Filter the listing below down to the lines containing the word "lane".
★ ★ ★
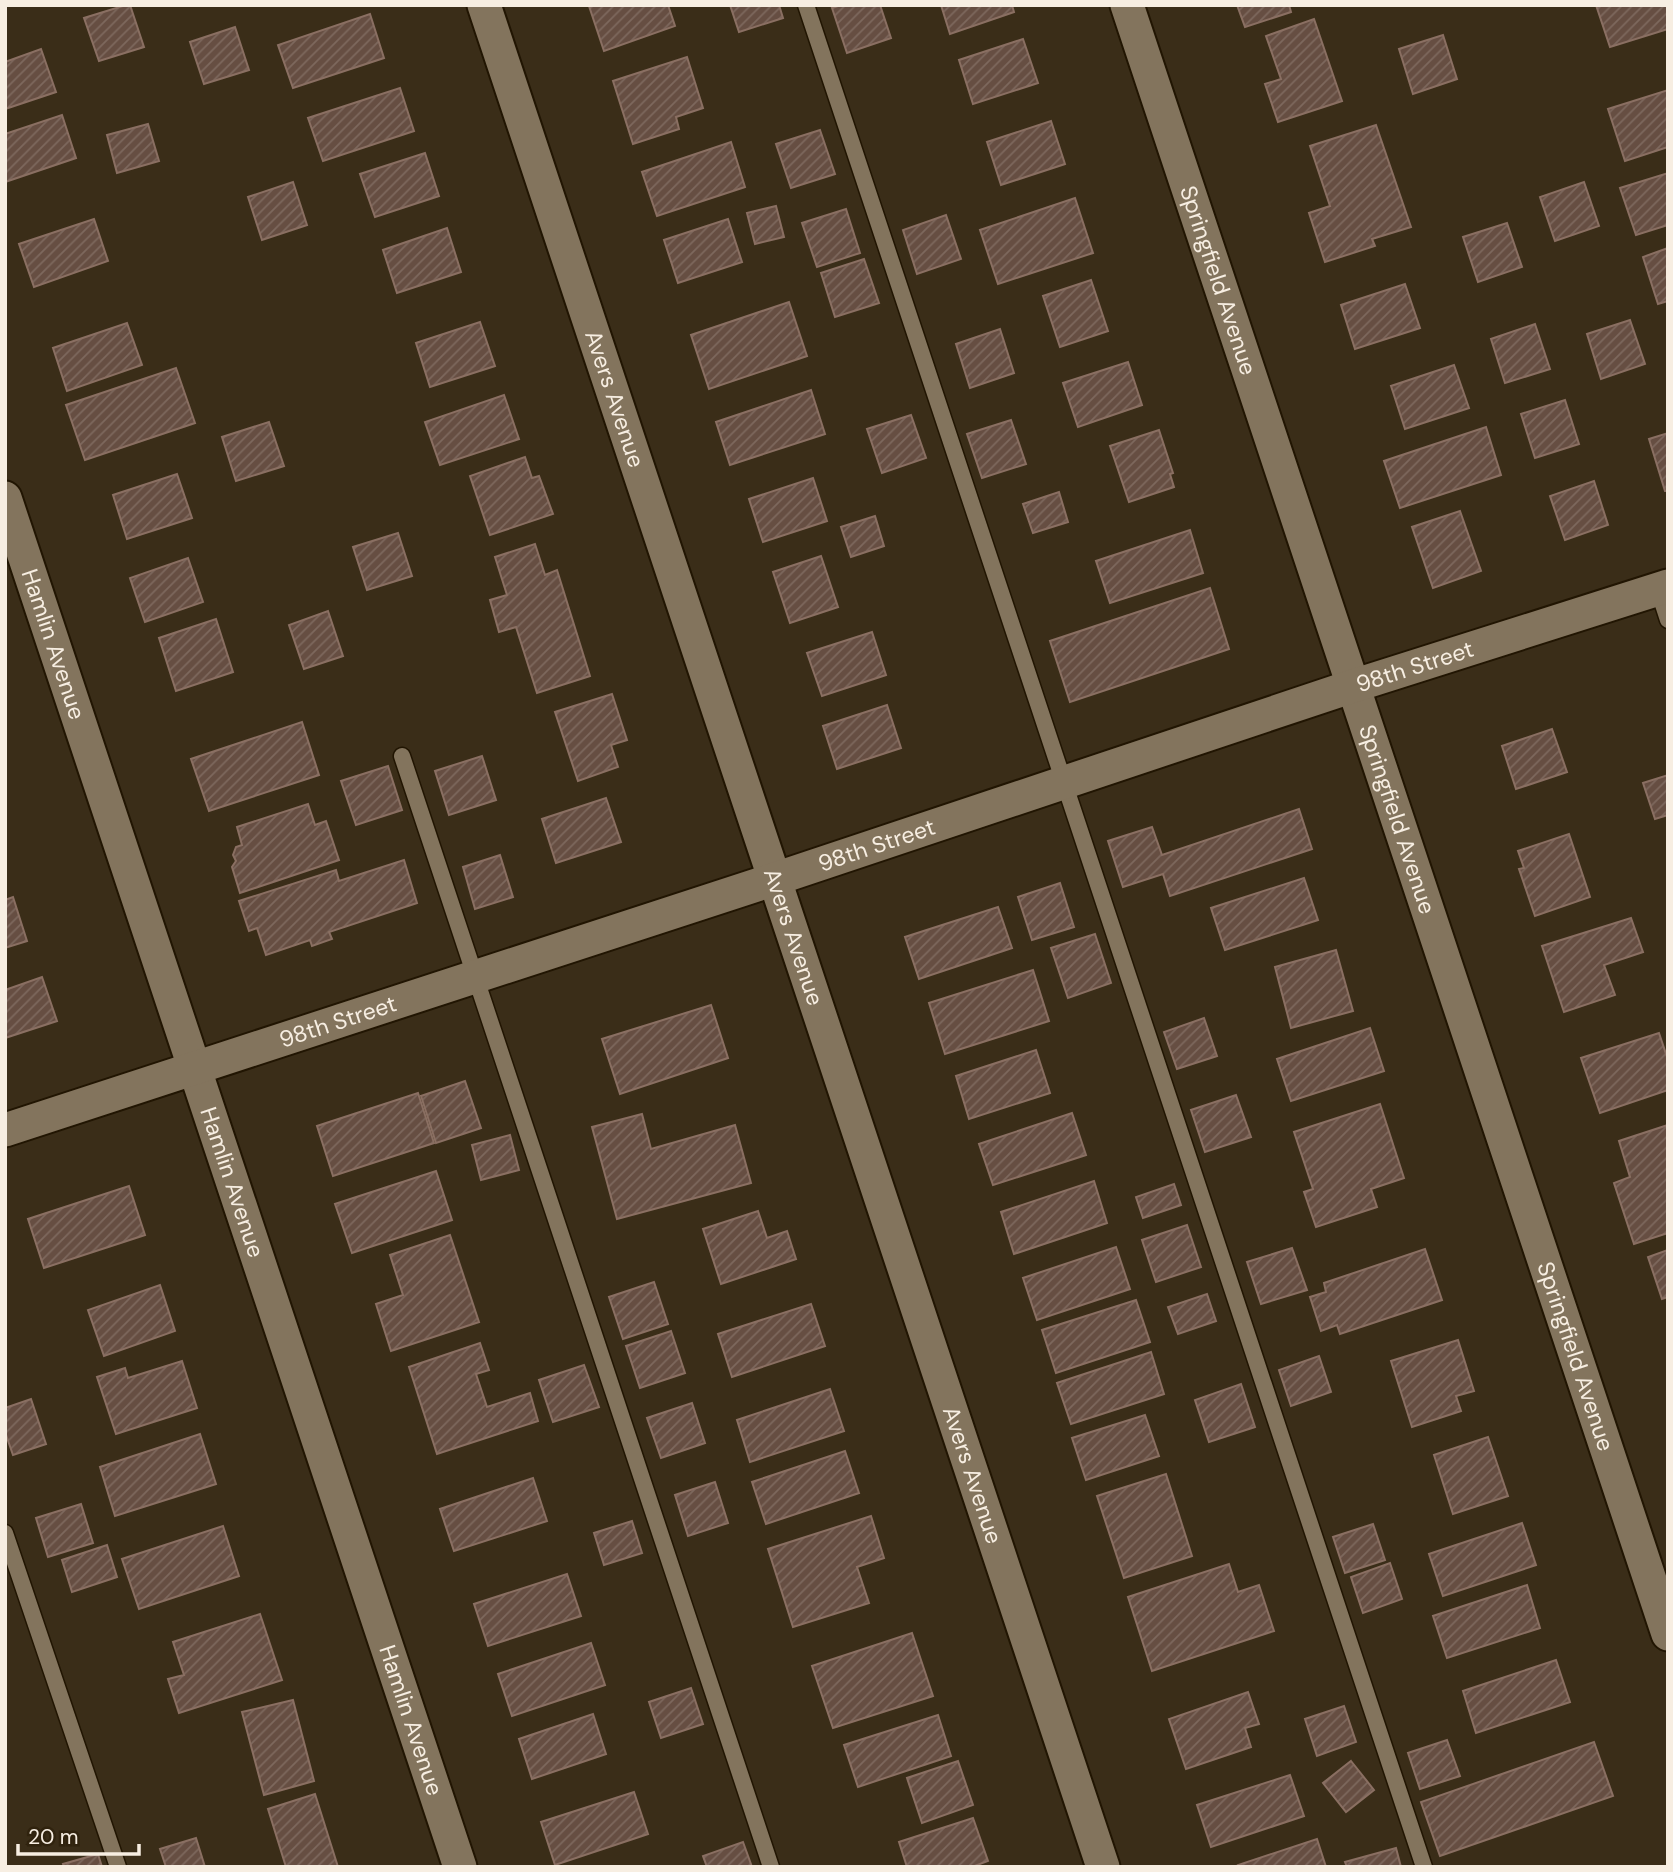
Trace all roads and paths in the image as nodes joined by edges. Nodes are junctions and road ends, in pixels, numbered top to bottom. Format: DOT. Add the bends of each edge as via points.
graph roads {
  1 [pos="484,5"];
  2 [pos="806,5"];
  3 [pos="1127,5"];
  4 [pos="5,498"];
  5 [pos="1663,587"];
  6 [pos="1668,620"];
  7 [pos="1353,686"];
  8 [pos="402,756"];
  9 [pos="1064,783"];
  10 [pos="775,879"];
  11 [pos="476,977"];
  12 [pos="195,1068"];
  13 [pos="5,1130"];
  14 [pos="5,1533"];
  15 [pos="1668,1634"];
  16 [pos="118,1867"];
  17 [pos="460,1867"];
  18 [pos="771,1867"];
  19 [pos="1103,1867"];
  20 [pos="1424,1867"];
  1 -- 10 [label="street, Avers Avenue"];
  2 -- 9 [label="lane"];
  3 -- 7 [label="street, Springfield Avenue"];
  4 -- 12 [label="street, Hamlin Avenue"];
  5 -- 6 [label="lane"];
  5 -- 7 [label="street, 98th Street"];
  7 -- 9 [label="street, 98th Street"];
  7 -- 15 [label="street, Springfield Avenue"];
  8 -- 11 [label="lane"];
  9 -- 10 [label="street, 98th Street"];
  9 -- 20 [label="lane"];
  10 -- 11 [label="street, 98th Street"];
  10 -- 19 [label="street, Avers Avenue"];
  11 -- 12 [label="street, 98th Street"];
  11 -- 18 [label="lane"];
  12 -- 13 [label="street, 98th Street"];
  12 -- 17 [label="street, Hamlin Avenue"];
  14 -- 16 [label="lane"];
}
★ ★ ★
--- Solved problem ---
  2 -- 9 [label="lane"];
  5 -- 6 [label="lane"];
  8 -- 11 [label="lane"];
  9 -- 20 [label="lane"];
  11 -- 18 [label="lane"];
  14 -- 16 [label="lane"];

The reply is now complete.